I’ve only been in Lily’s Cafe once, when I flew out to visit A’s family. We arrived in the middle of a cold snap. Locals described that June as the “coldest June in twenty years.” Seduced by the idea of a romantic Maine summer, I had packed only thin linen skirts and camisoles. To battle the cold (and damp), I made several trips to the local L.L. Bean outlet. I also bought two pairs of children’s jeans at the local hardware store.

Lily’s Cafe was a local favorite. One afternoon, we went to Lily’s for crabcakes and haddock sandwiches. I still remember the crabcakes, served with a home-made mayonnaise. I must have raved about that dish, because when I left Maine, N gave me a copy of the cafe’s cookbook.

*

After some deliberation (and many trips to the refrigerator and the pantry), I chose to follow the recipe for an old-fashioned “hot-milk cake.” This cake is extremely simple, and can be prepared within the hour. It requires the most basic of ingredients, and almost no equipment beyond one or two nine-inch cake pans, an hand-mixer, and a set of decent mixing bowls. (I used a springform pan, but ordinary nine-inch cake pans will suffice.) The individual cakes bake only twenty minutes in a 350-degree oven. As they bake, the cakes give off a rich vanilla scent. The cookbook cautions against over-baking (it toughens the crumb), but if you happen to be absent-minded, a slightly browned cake will still taste fine. It will just be a little chewy. The “hot milk” recipe produces a dense, vanilla-flavored cake, somewhere between a sponge and a butter cake.

*

This cake tastes exactly like the birthday cake that we used to order for my birthday. When we still lived in Taiwan, my relatives would often order layer cakes for birthdays and other special occasions. Taiwanese cakes are lighter and less sweet than the typical American cake, with a finer crumb and a more delicate flavor. Our cakes were typically frosted with a “mousse” or cream frosting (essentially whipped cream flavored with confectioner’s sugar and vanilla). While Lily’s recipe calls for a lemon curd or fudge filling, the Taiwanese version came with a whipped-cream-and-fruit center. Sometimes, in summer, the pastry chef would fill the cake with a fruit- or vanilla-flavored ice cream. I have also tasted similar cakes with a sweet taro-paste center. These taste best with a sweet-tart filling, something to play against the cake’s richness.
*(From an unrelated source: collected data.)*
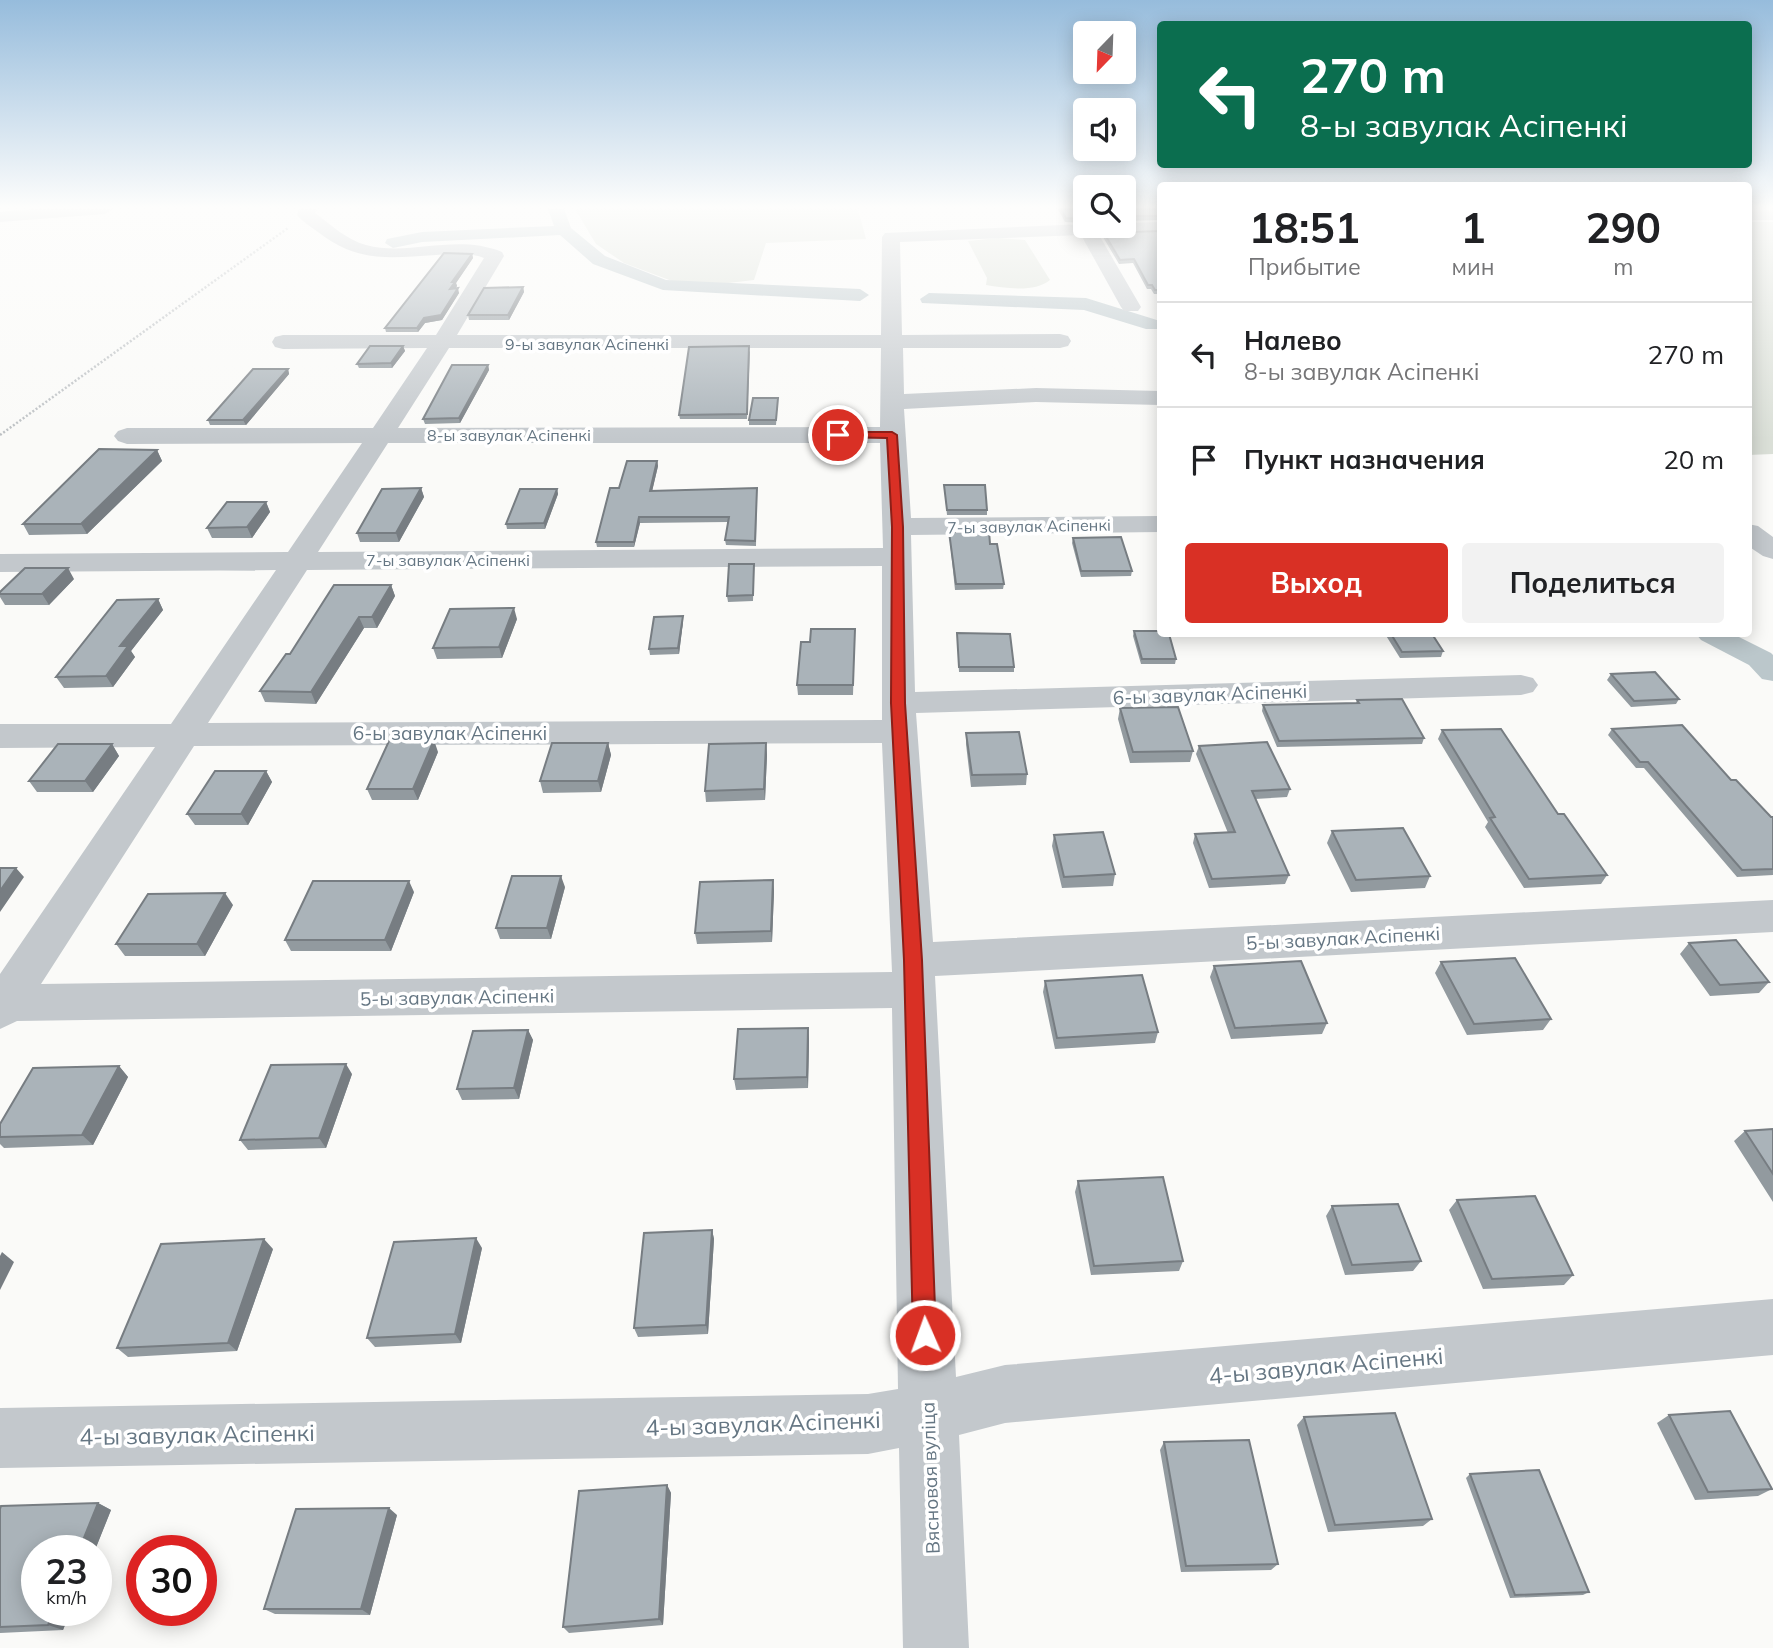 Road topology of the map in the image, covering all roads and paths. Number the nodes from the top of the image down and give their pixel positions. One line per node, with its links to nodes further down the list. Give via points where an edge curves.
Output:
1 (205, 286): 12 (path)
2 (477, 286): 9 (street)
3 (890, 286): 8 (street, Вясновая вуліца)
4 (1118, 286): 5 (street)
5 (1130, 307)
6 (1060, 341): 8 (street, 9-ы завулак Асіпенкі)
7 (283, 342): 9 (street, 9-ы завулак Асіпенкі)
8 (891, 342): 9 (street, 9-ы завулак Асіпенкі); 11 (street, Вясновая вуліца)
9 (441, 344): 14 (street)
10 (1157, 398): 11 (street, 8-ы завулак Асіпенкі, via 1036,395)
11 (892, 418): 14 (street, 8-ы завулак Асіпенкі); 19 (street, Вясновая вуліца)
12 (0, 435)
13 (127, 436): 14 (street, 8-ы завулак Асіпенкі)
14 (381, 436): 21 (street)
15 (1752, 514): 16 (street)
16 (1773, 514)
17 (1157, 524): 19 (street, 7-ы завулак Асіпенкі)
18 (1752, 535): 20 (street)
19 (897, 542): 21 (street, 7-ы завулак Асіпенкі); 24 (street, Вясновая вуліца)
20 (1773, 550)
21 (299, 561): 22 (street, 7-ы завулак Асіпенкі); 25 (street)
22 (0, 563)
23 (1521, 685): 24 (street, 6-ы завулак Асіпенкі)
24 (899, 717): 25 (street, 6-ы завулак Асіпенкі); 28 (street, Вясновая вуліца)
25 (182, 735): 26 (street, 6-ы завулак Асіпенкі); 29 (street)
26 (0, 736)
27 (1773, 916): 28 (street, 5-ы завулак Асіпенкі)
28 (914, 975): 29 (street, 5-ы завулак Асіпенкі); 31 (street, Вясновая вуліца)
29 (2, 1005)
30 (1773, 1327): 31 (street, 4-ы завулак Асіпенкі, via 1006,1394)
31 (928, 1414): 32 (street, 4-ы завулак Асіпенкі, via 855,1424); 33 (street, Вясновая вуліца)
32 (0, 1437)
33 (936, 1648) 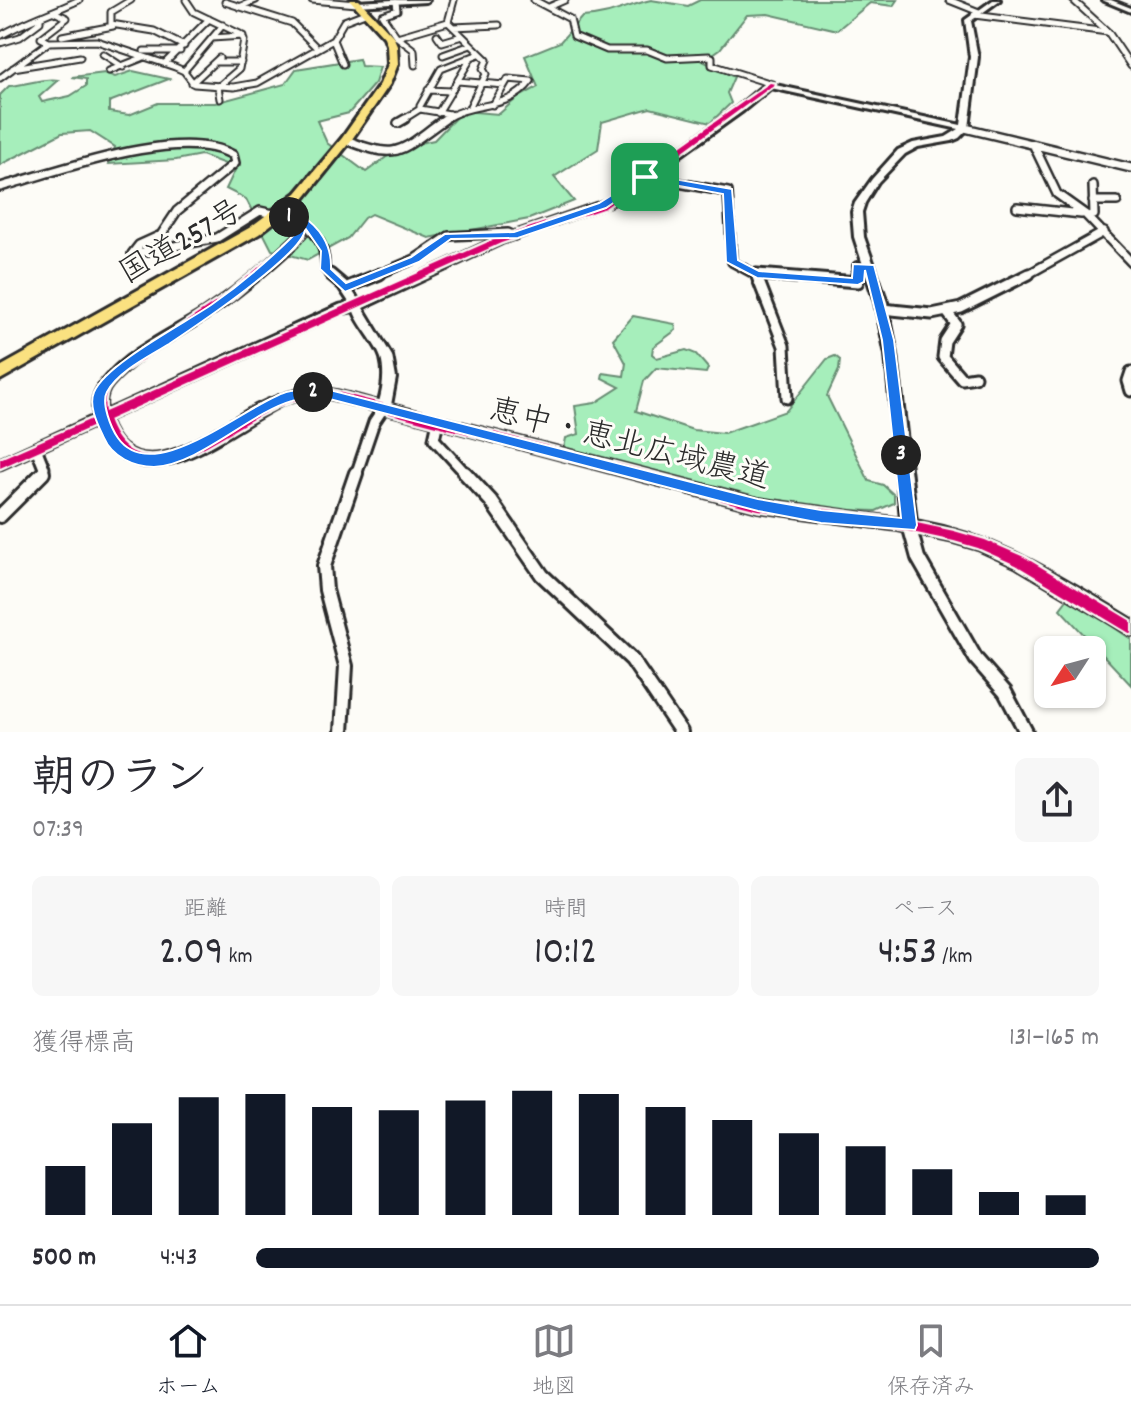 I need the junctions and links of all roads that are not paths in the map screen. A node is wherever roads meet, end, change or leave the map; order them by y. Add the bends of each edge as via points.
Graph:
1 (79, 0) edge
2 (131, 0) edge
3 (186, 0) edge
4 (256, 0) edge
5 (312, 0) edge
6 (386, 0) edge
7 (426, 0) edge
8 (454, 0) edge
9 (534, 0) edge
10 (565, 0) edge
11 (949, 0) edge
12 (997, 0) edge
13 (1073, 0) edge
14 (1105, 0) edge
15 (225, 2) dead end
16 (396, 2) edge
17 (363, 5) edge
18 (239, 7) junction
19 (549, 7) junction
20 (1131, 10) edge
21 (54, 12) junction
22 (976, 13) junction
23 (40, 17) junction
24 (209, 19) junction
25 (450, 24) junction
26 (223, 25) junction
27 (499, 25) dead end
28 (113, 26) junction
29 (1108, 32) junction
30 (437, 35) dead end
31 (0, 36) edge
32 (62, 36) dead end
33 (243, 36) junction
34 (462, 36) junction
35 (397, 37) junction
36 (212, 38) junction
37 (333, 40) junction
38 (49, 42) junction
39 (0, 43) edge
40 (471, 45) junction
41 (315, 46) junction
42 (182, 48) junction
43 (103, 54) dead end
44 (479, 54) junction
45 (143, 55) junction
46 (443, 55) dead end
47 (80, 57) dead end
48 (468, 58) junction
49 (241, 62) junction
50 (165, 63) junction
51 (343, 64) dead end
52 (415, 65) dead end
53 (1131, 66) edge
54 (123, 67) junction
55 (0, 69) edge
56 (12, 69) junction
57 (109, 71) dead end
58 (184, 71) junction
59 (0, 78) edge
60 (507, 80) junction
61 (458, 81) junction
62 (192, 83) junction
63 (481, 83) junction
64 (772, 84) junction
65 (218, 87) junction
66 (428, 90) junction
67 (451, 91) junction
68 (220, 99) dead end
69 (493, 105) junction
70 (470, 106) junction
71 (420, 109) junction
72 (438, 113) junction
73 (450, 114) junction
74 (398, 123) dead end
75 (965, 128) junction
76 (346, 140) junction
77 (1034, 146) junction
78 (1131, 168) edge
79 (645, 177) junction
80 (1093, 185) dead end
81 (0, 187) edge
82 (1093, 201) junction
83 (1117, 201) dead end
84 (1017, 207) dead end
85 (1086, 215) junction
86 (283, 216) junction
87 (1104, 232) junction
88 (514, 236) junction
89 (1131, 262) edge
90 (870, 267) junction
91 (757, 274) junction
92 (345, 288) junction
93 (357, 306) junction
94 (882, 309) junction
95 (947, 312) junction
96 (1131, 372) edge
97 (0, 374) edge
98 (975, 377) dead end
99 (1131, 391) edge
100 (787, 398) dead end
101 (384, 407) junction
102 (102, 416) junction
103 (438, 421) junction
104 (36, 448) junction
105 (0, 464) edge
106 (0, 516) edge
107 (909, 525) junction
108 (1131, 628) edge
109 (342, 732) edge
110 (681, 732) edge
111 (1026, 732) edge

1 - 21 street
2 - 28 street via 111,12
3 - 24 street via 194,12
4 - 18 street
5 - 17 street
6 - 17 street
7 - 16 street
8 - 25 street
9 - 19 street
10 - 19 street
11 - 22 street
12 - 22 street
13 - 29 street
14 - 20 street
15 - 18 street
16 - 17 street
16 - 35 street via 397,10 382,15
17 - 37 street via 334,31
17 - 76 highway, 国道257号 via 388,36 393,64
18 - 41 street via 292,23
19 - 64 street via 570,19 574,36 605,49 647,50 667,58 709,56 712,65
21 - 23 street
21 - 38 street via 67,18 41,38
22 - 29 street
22 - 75 street via 967,25 974,57
23 - 31 street
23 - 39 street via 26,33
24 - 26 street
24 - 42 street
25 - 27 street
25 - 34 street
25 - 35 street
26 - 33 street
26 - 36 street
28 - 32 street
28 - 42 street via 154,31
29 - 53 street
30 - 34 street via 442,42
33 - 36 street
33 - 49 street
34 - 40 street
35 - 52 street via 414,50
36 - 58 street
37 - 41 street
37 - 51 street
38 - 45 street via 97,41
38 - 56 street
40 - 44 street
40 - 46 street
41 - 65 street via 259,82
42 - 45 street
42 - 50 street
43 - 54 street
44 - 48 street
44 - 63 street via 487,60
45 - 50 street
45 - 54 street
47 - 56 street
48 - 61 street
48 - 66 street via 441,69
49 - 62 street via 218,60
49 - 65 street
50 - 58 street
54 - 57 street
55 - 56 street
56 - 59 street
58 - 62 street
60 - 63 street
60 - 69 street
60 - 69 street via 531,81 523,94
61 - 63 street
61 - 67 street
62 - 65 street
63 - 70 street
64 - 75 street
64 - 79 street
65 - 68 street
66 - 67 street
66 - 71 street
67 - 72 street
69 - 70 street
70 - 73 street
71 - 72 street
71 - 74 street
72 - 73 street
73 - 76 street via 412,146 376,152
75 - 77 street
75 - 90 street via 951,139 906,149 861,201 856,219
76 - 86 highway, 国道257号
77 - 78 street
77 - 85 street via 1057,194
79 - 88 street via 602,206
79 - 91 street via 728,192 732,262
80 - 82 street
81 - 86 street via 117,151 185,146 228,152 235,163 177,211 161,235 132,254 215,239 256,211
82 - 83 street
82 - 85 street via 1094,215
84 - 85 street
85 - 87 street
86 - 92 street via 296,216 312,228 326,251 325,269
86 - 97 highway, 国道257号
86 - 102 street via 300,228 293,243 242,288 112,378 99,395
87 - 89 street
87 - 95 street via 988,296
88 - 92 street via 449,236 415,259
88 - 93 street
90 - 91 street via 857,266 858,282
90 - 94 street
91 - 100 street via 784,346
92 - 93 street
93 - 101 street via 391,368
93 - 102 street
94 - 95 street
94 - 107 street
95 - 98 street via 956,324 945,341 943,357 962,379
96 - 99 street
101 - 102 street, 恵中・恵北広域農道 via 322,392 296,394 185,452 155,461 128,457 118,449
101 - 103 street, 恵中・恵北広域農道
101 - 109 street via 374,422 324,566 328,605 346,661
102 - 104 street
103 - 107 street, 恵中・恵北広域農道 via 758,505
103 - 110 street via 434,439 491,501 542,575 632,660
104 - 105 street
104 - 106 street via 42,475
107 - 108 street, 恵中・恵北広域農道 via 984,545
107 - 111 street via 918,558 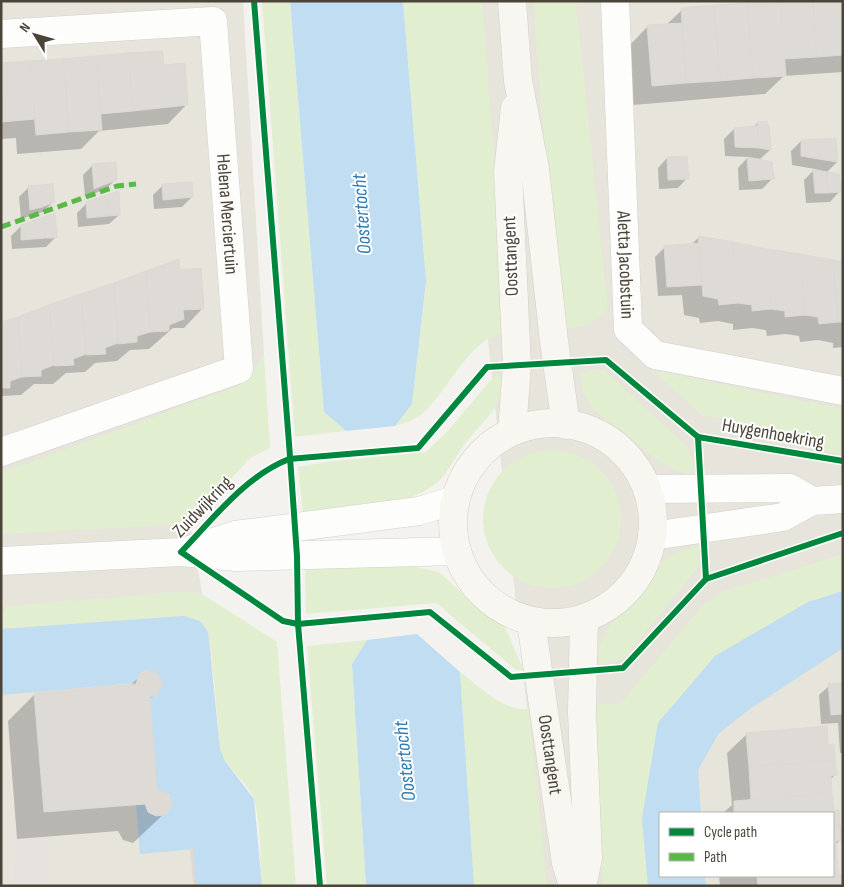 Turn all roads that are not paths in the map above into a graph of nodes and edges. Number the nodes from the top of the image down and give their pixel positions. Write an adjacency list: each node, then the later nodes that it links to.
1 (512, 1): 4 (main road, Oosttangent)
2 (615, 1): 5 (street, Aletta Jacobstuin)
3 (1, 34): 8 (street, Helena Merciertuin)
4 (518, 81): 6 (main road, Oosttangent); 7 (main road, Oosttangent)
5 (843, 391)
6 (566, 424): 7 (main road); 9 (main road)
7 (512, 431): 11 (main road)
8 (1, 452)
9 (646, 489): 12 (street); 13 (main road)
10 (843, 499): 12 (street)
11 (455, 500): 14 (street, Zuidwijkring); 15 (main road)
12 (812, 501): 13 (street)
13 (652, 536): 17 (main road)
14 (181, 552): 15 (street, Zuidwijkring); 16 (street, Zuidwijkring)
15 (457, 552): 18 (main road)
16 (1, 561)
17 (584, 619): 18 (main road); 20 (main road, Oosttangent)
18 (531, 622): 19 (main road, Oosttangent)
19 (573, 886)
20 (582, 886)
Like many Taiwanese desserts, this cake has an uncertain origin. Clemencia, our neighbor, tells me that Brazilians consume a similar cake on special occasions. And the cake does taste suspiciously similar to the sponge cake that serves as the base for the a tres leches cake, a typical Mexican confection. The English also have a similar dessert. I found a description of a similar cake (a “butter cake” with a cream-and-lemon-curd filling) in a recent Vogue. Taiwanese chefs borrow liberally from the Western repertoire, mixing and matching different culinary traditions.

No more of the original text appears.